How does it work (sort method)?

  • 0
    function compareNumeric(a, b) {
      if (a > b) return 1;
      if (a == b) return 0;
      if (a < b) return -1;
    let arr = [ 1, 2, 15 ];
    alert(arr);  // 1, 2, 15

    namely the line arr.sort (compareNumeric);
    the compareNumeric function is given above with parameters. but they are not here. and what is compared with what if they are not specified?
    JavaScript Anonymous, Aug 21, 2020

  • 2 Answers
  • 0
    For understanding, you can write it like this, the meaning will not change:

    arr.sort ((a, b) = & gt; compareNumeric (a, b));

  • 0
    The sort function is passed as an argument to the compareNumeric function.

    It is not the result of calling the compareNumeric function that is passed, otherwise there would be parentheses that signify a call, but it is the compareNumeric function itself that is passed (i.e. a pointer to it, i.e. its name).

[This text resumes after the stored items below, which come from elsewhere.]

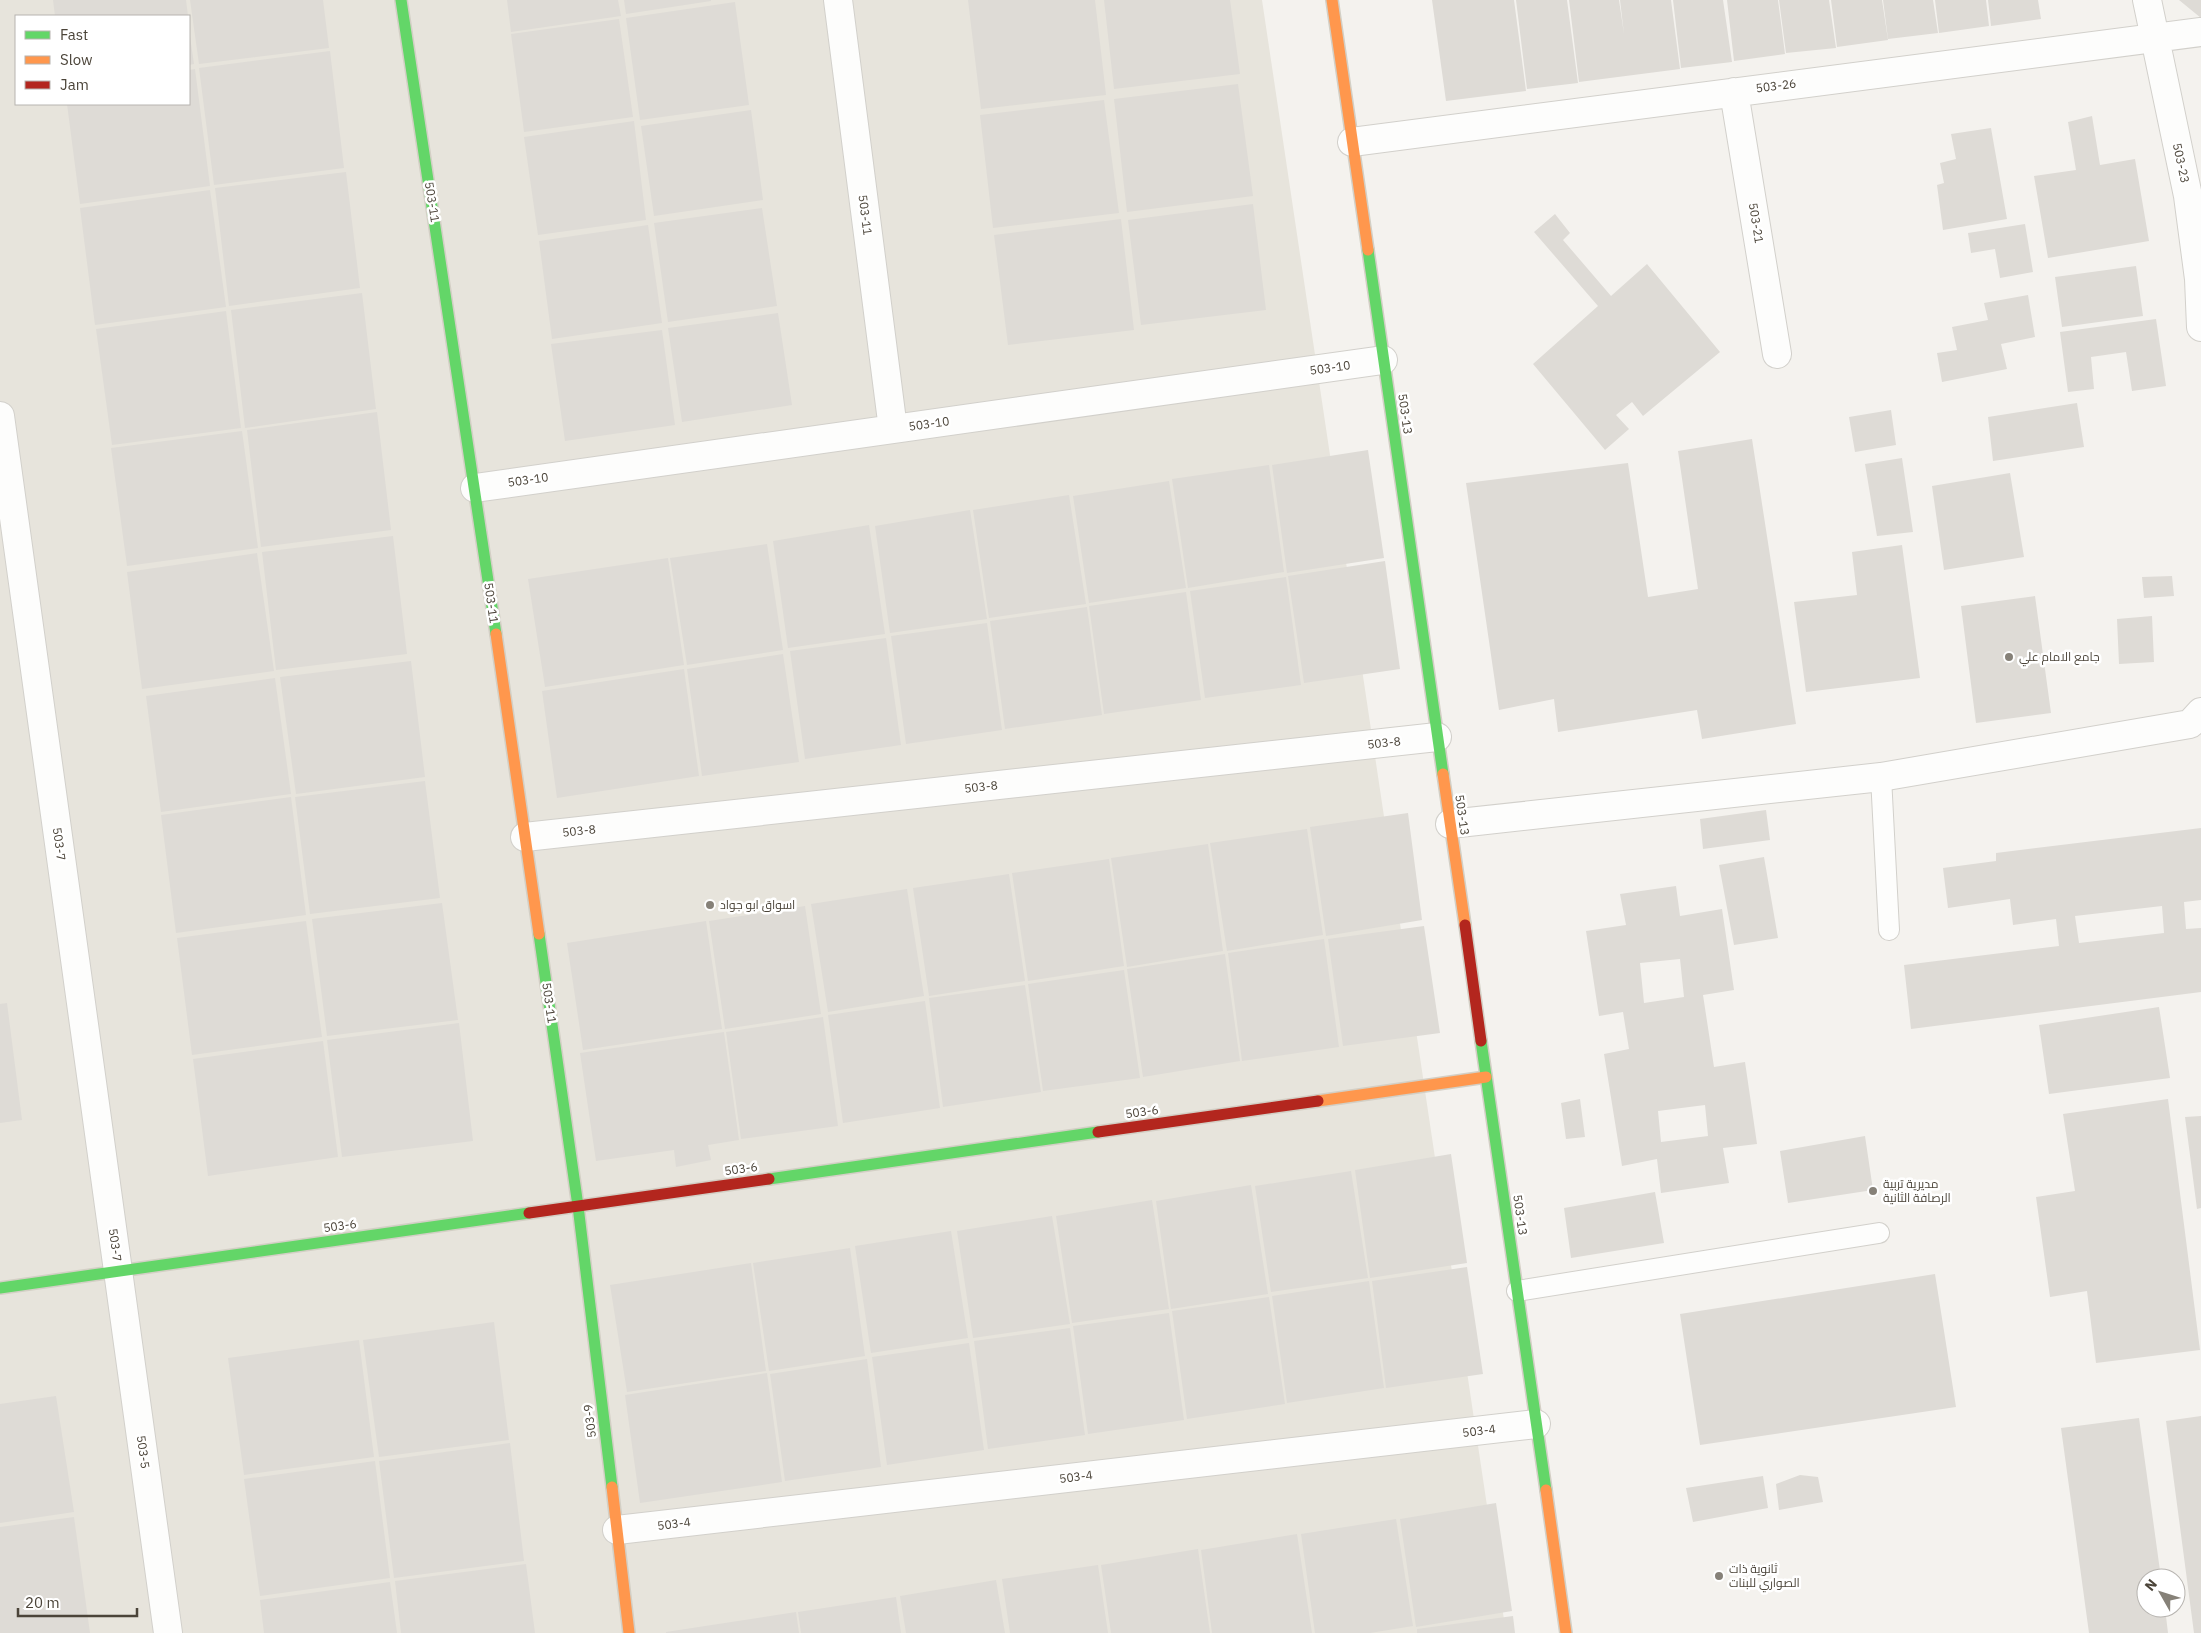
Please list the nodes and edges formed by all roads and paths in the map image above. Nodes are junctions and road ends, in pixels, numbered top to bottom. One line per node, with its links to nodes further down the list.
1 (401, 0): 14 (street, 503-11)
2 (838, 0): 13 (street, 503-11)
3 (1332, 0): 8 (street, 503-13)
4 (2147, 0): 6 (street, 503-23)
5 (2201, 32): 6 (street, 503-26)
6 (2154, 38): 7 (street, 503-26); 9 (street, 503-23)
7 (1734, 92): 8 (street, 503-26); 10 (street, 503-21)
8 (1352, 142): 11 (street, 503-13)
9 (2201, 327)
10 (1777, 354)
11 (1383, 360): 13 (street, 503-10); 16 (street, 503-13)
12 (0, 416): 24 (street, 503-7)
13 (893, 429): 14 (street, 503-10)
14 (475, 488): 19 (street, 503-11)
15 (2201, 712): 17 (street)
16 (1437, 737): 18 (street, 503-13); 19 (street, 503-8)
17 (1881, 777): 18 (street); 20 (lane)
18 (1450, 824): 21 (street, 503-13)
19 (525, 837): 22 (street, 503-11)
20 (1889, 930)
21 (1486, 1076): 22 (street, 503-6); 26 (street, 503-13)
22 (578, 1206): 24 (street, 503-6); 28 (street, 503-9)
23 (1879, 1233): 26 (lane)
24 (119, 1271): 25 (street, 503-6); 29 (street, 503-5)
25 (0, 1288)
26 (1517, 1291): 27 (street, 503-13)
27 (1536, 1424): 28 (street, 503-4); 31 (street, 503-13)
28 (617, 1530): 30 (street, 503-9)
29 (168, 1633)
30 (629, 1633)
31 (1566, 1633)

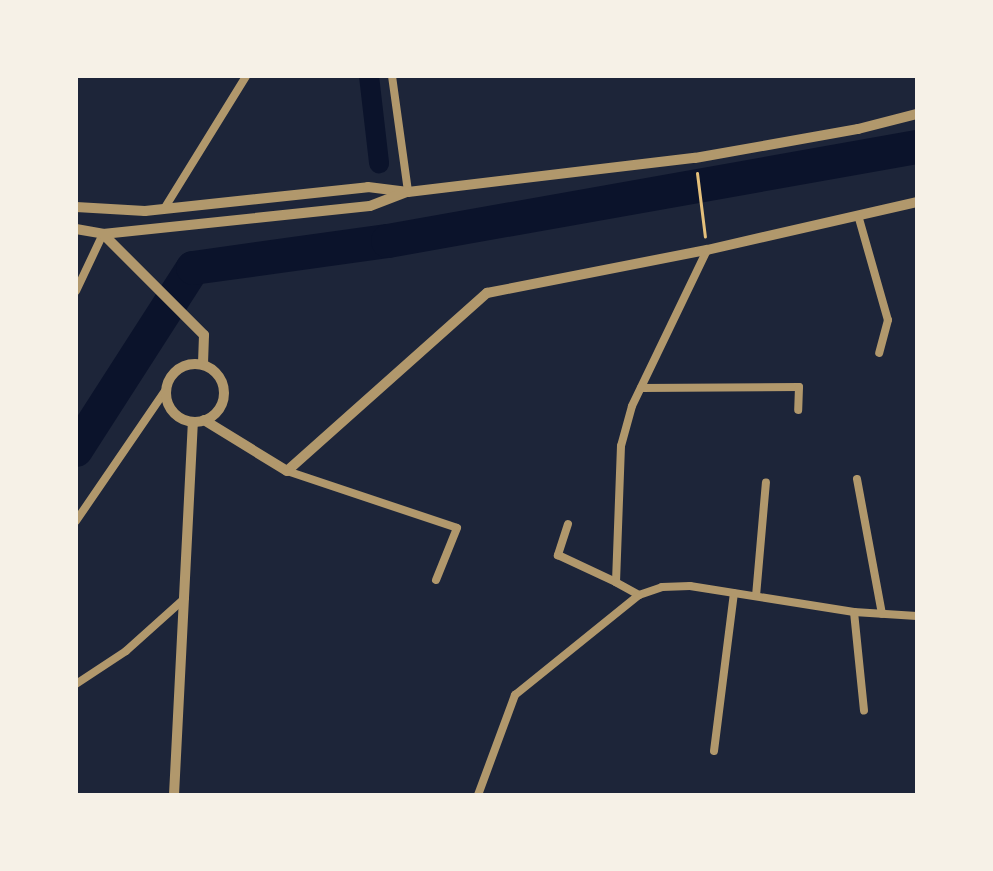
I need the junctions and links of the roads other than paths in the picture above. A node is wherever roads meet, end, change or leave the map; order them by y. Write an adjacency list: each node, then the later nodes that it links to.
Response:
1 (246, 76): 7 (street)
2 (392, 76): 4 (street)
3 (917, 114): 4 (street)
4 (408, 192): 7 (street); 10 (street)
5 (917, 202): 8 (street)
6 (76, 207): 7 (street)
7 (164, 209)
8 (858, 215): 11 (street); 13 (street)
9 (76, 229): 10 (street)
10 (103, 234): 12 (street); 14 (street)
11 (707, 250): 15 (street); 19 (street)
12 (76, 291)
13 (879, 353)
14 (203, 364): 16 (street); 18 (street)
15 (641, 388): 17 (street); 25 (street)
16 (165, 391): 18 (street); 22 (street)
17 (798, 410)
18 (199, 422): 19 (street); 29 (street)
19 (287, 471): 24 (street)
20 (857, 479): 31 (street)
21 (766, 482): 28 (street)
22 (76, 521)
23 (568, 524): 25 (street)
24 (436, 580)
25 (616, 582): 27 (street)
26 (734, 593): 27 (street); 28 (street); 35 (street)
27 (639, 595): 37 (street)
28 (756, 596): 30 (street)
29 (185, 597): 33 (street); 36 (street)
30 (854, 612): 31 (street); 34 (street)
31 (882, 614): 32 (street)
32 (917, 616)
33 (76, 684)
34 (864, 710)
35 (714, 751)
36 (174, 795)
37 (478, 795)

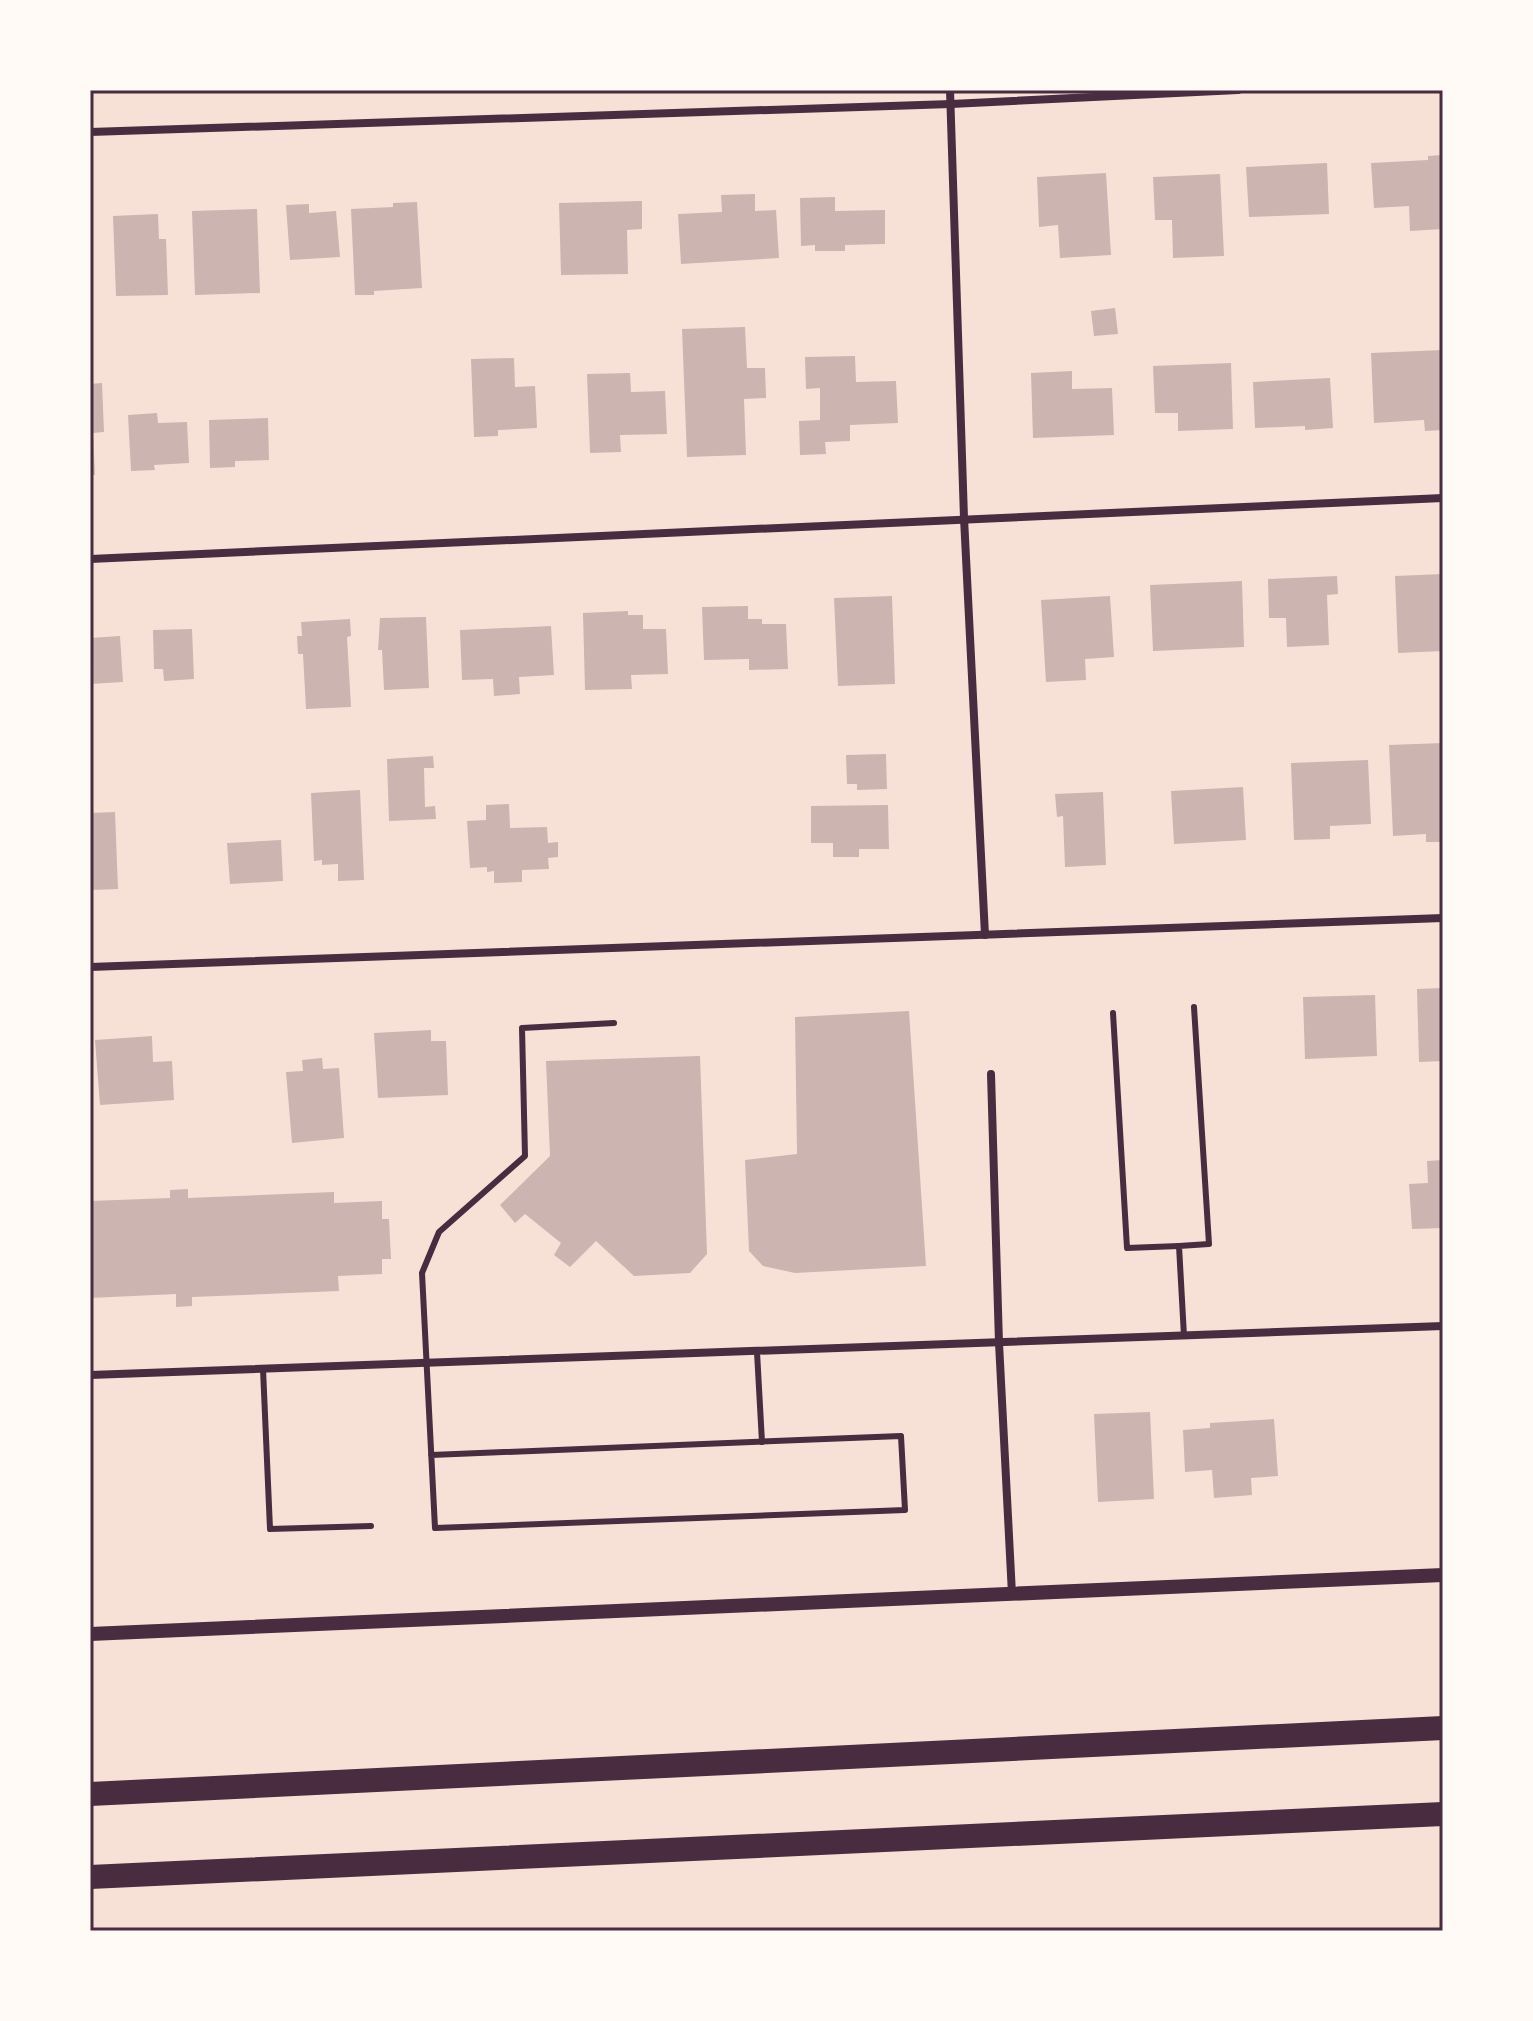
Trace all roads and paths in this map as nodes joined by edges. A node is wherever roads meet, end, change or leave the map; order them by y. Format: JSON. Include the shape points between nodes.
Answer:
{"nodes":[{"id":1,"x":950,"y":90,"type":"edge"},
{"id":2,"x":1238,"y":90,"type":"edge"},
{"id":3,"x":951,"y":104,"type":"junction"},
{"id":4,"x":90,"y":132,"type":"edge"},
{"id":5,"x":1443,"y":498,"type":"edge"},
{"id":6,"x":964,"y":518,"type":"junction"},
{"id":7,"x":90,"y":559,"type":"edge"},
{"id":8,"x":1443,"y":918,"type":"edge"},
{"id":9,"x":985,"y":935,"type":"junction"},
{"id":10,"x":90,"y":967,"type":"edge"},
{"id":11,"x":1194,"y":1007,"type":"dead end"},
{"id":12,"x":1113,"y":1013,"type":"dead end"},
{"id":13,"x":614,"y":1023,"type":"dead end"},
{"id":14,"x":991,"y":1074,"type":"dead end"},
{"id":15,"x":1179,"y":1246,"type":"junction"},
{"id":16,"x":1443,"y":1326,"type":"edge"},
{"id":17,"x":1184,"y":1336,"type":"junction"},
{"id":18,"x":999,"y":1343,"type":"junction"},
{"id":19,"x":757,"y":1352,"type":"junction"},
{"id":20,"x":428,"y":1363,"type":"junction"},
{"id":21,"x":263,"y":1369,"type":"junction"},
{"id":22,"x":90,"y":1375,"type":"edge"},
{"id":23,"x":762,"y":1442,"type":"junction"},
{"id":24,"x":431,"y":1455,"type":"junction"},
{"id":25,"x":371,"y":1526,"type":"dead end"},
{"id":26,"x":1443,"y":1575,"type":"edge"},
{"id":27,"x":1012,"y":1594,"type":"junction"},
{"id":28,"x":90,"y":1634,"type":"edge"},
{"id":29,"x":1443,"y":1728,"type":"edge"},
{"id":30,"x":94,"y":1794,"type":"edge"},
{"id":31,"x":1443,"y":1814,"type":"edge"},
{"id":32,"x":93,"y":1876,"type":"edge"}],
"edges":[{"from":1,"to":3,"type":"street"},
{"from":2,"to":3,"type":"street"},
{"from":3,"to":4,"type":"street"},
{"from":3,"to":6,"type":"street"},
{"from":5,"to":6,"type":"street"},
{"from":6,"to":7,"type":"street"},
{"from":6,"to":9,"type":"street"},
{"from":8,"to":9,"type":"street"},
{"from":9,"to":10,"type":"street"},
{"from":11,"to":15,"type":"lane","via":[[1209,1244]]},
{"from":12,"to":15,"type":"lane","via":[[1127,1248]]},
{"from":13,"to":20,"type":"lane","via":[[522,1028],[525,1156],[439,1232],[422,1273]]},
{"from":14,"to":18,"type":"street"},
{"from":15,"to":17,"type":"lane"},
{"from":16,"to":17,"type":"street"},
{"from":17,"to":18,"type":"street"},
{"from":18,"to":19,"type":"street"},
{"from":18,"to":27,"type":"street"},
{"from":19,"to":20,"type":"street"},
{"from":19,"to":23,"type":"lane"},
{"from":20,"to":21,"type":"street"},
{"from":20,"to":24,"type":"lane"},
{"from":21,"to":22,"type":"street"},
{"from":21,"to":25,"type":"lane","via":[[270,1529]]},
{"from":23,"to":24,"type":"lane"},
{"from":23,"to":24,"type":"lane","via":[[901,1436],[905,1510],[435,1528]]},
{"from":26,"to":27,"type":"street"},
{"from":27,"to":28,"type":"street"},
{"from":29,"to":30,"type":"highway"},
{"from":31,"to":32,"type":"highway"}]}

    Next, the sort function, no matter how it is arranged internally, uses the compareNumeric function as it sees fit. Can call it with any parameters it wants. And since you cannot see how the sort function is implemented internally, you can only guess about it. But it is obvious that this is so, because when sorting, you will need to compare the elements of the array in pairs.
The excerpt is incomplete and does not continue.